TASK INPUT —
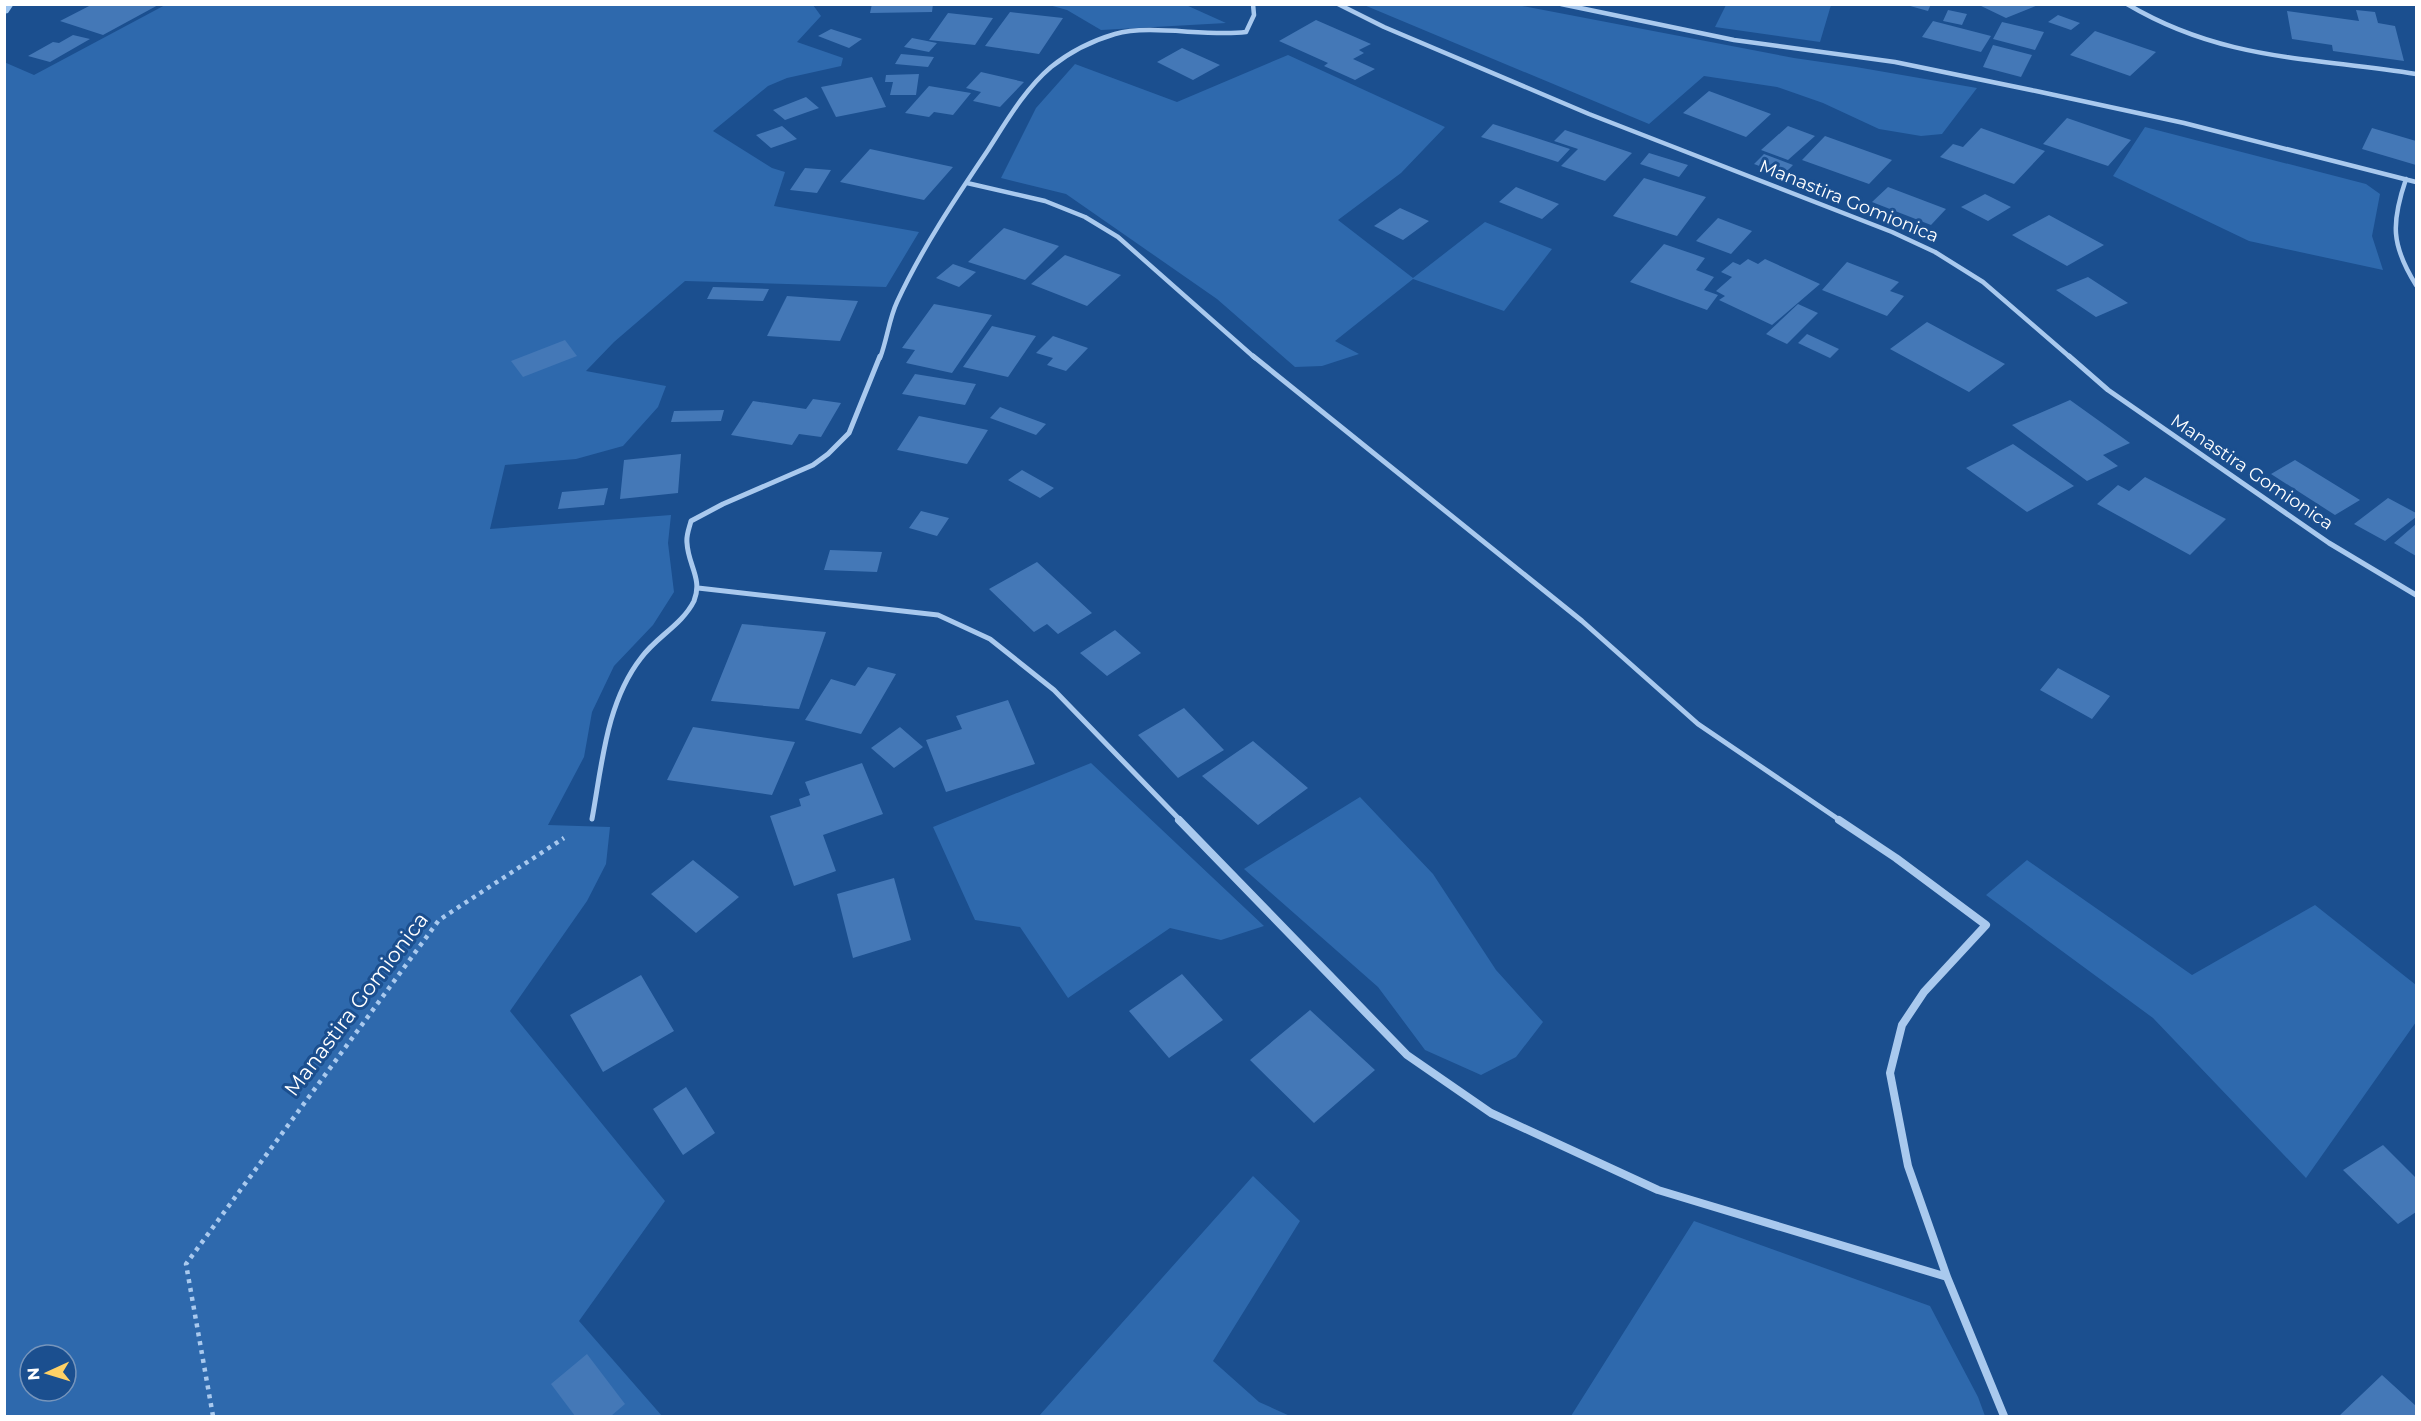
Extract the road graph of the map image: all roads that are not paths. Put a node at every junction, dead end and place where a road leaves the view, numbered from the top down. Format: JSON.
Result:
{"nodes":[{"id":1,"x":1253,"y":4,"type":"edge"},
{"id":2,"x":1338,"y":4,"type":"edge"},
{"id":3,"x":1561,"y":4,"type":"edge"},
{"id":4,"x":2127,"y":4,"type":"edge"},
{"id":5,"x":2416,"y":74,"type":"edge"},
{"id":6,"x":2406,"y":179,"type":"junction"},
{"id":7,"x":2416,"y":182,"type":"edge"},
{"id":8,"x":967,"y":183,"type":"junction"},
{"id":9,"x":2416,"y":285,"type":"edge"},
{"id":10,"x":699,"y":588,"type":"junction"},
{"id":11,"x":2416,"y":595,"type":"edge"},
{"id":12,"x":592,"y":819,"type":"road end"},
{"id":13,"x":1947,"y":1277,"type":"junction"},
{"id":14,"x":2004,"y":1416,"type":"edge"}],
"edges":[{"from":1,"to":8,"type":"street"},
{"from":2,"to":11,"type":"street","name":"Manastira Gomionica"},
{"from":3,"to":6,"type":"street"},
{"from":4,"to":5,"type":"street"},
{"from":6,"to":7,"type":"street"},
{"from":6,"to":9,"type":"street"},
{"from":8,"to":10,"type":"street"},
{"from":8,"to":13,"type":"street"},
{"from":10,"to":12,"type":"street"},
{"from":10,"to":13,"type":"street"},
{"from":13,"to":14,"type":"street"}]}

TO DO —
Would you write each entry out again exactly, omitting the images?

RESPONSE BELOW —
Extract the road graph of the map image: all roads that are not paths. Put a node at every junction, dead end and place where a road leaves the view, numbered from the top down. Format: JSON.
Result:
{"nodes":[{"id":1,"x":1253,"y":4,"type":"edge"},
{"id":2,"x":1338,"y":4,"type":"edge"},
{"id":3,"x":1561,"y":4,"type":"edge"},
{"id":4,"x":2127,"y":4,"type":"edge"},
{"id":5,"x":2416,"y":74,"type":"edge"},
{"id":6,"x":2406,"y":179,"type":"junction"},
{"id":7,"x":2416,"y":182,"type":"edge"},
{"id":8,"x":967,"y":183,"type":"junction"},
{"id":9,"x":2416,"y":285,"type":"edge"},
{"id":10,"x":699,"y":588,"type":"junction"},
{"id":11,"x":2416,"y":595,"type":"edge"},
{"id":12,"x":592,"y":819,"type":"road end"},
{"id":13,"x":1947,"y":1277,"type":"junction"},
{"id":14,"x":2004,"y":1416,"type":"edge"}],
"edges":[{"from":1,"to":8,"type":"street"},
{"from":2,"to":11,"type":"street","name":"Manastira Gomionica"},
{"from":3,"to":6,"type":"street"},
{"from":4,"to":5,"type":"street"},
{"from":6,"to":7,"type":"street"},
{"from":6,"to":9,"type":"street"},
{"from":8,"to":10,"type":"street"},
{"from":8,"to":13,"type":"street"},
{"from":10,"to":12,"type":"street"},
{"from":10,"to":13,"type":"street"},
{"from":13,"to":14,"type":"street"}]}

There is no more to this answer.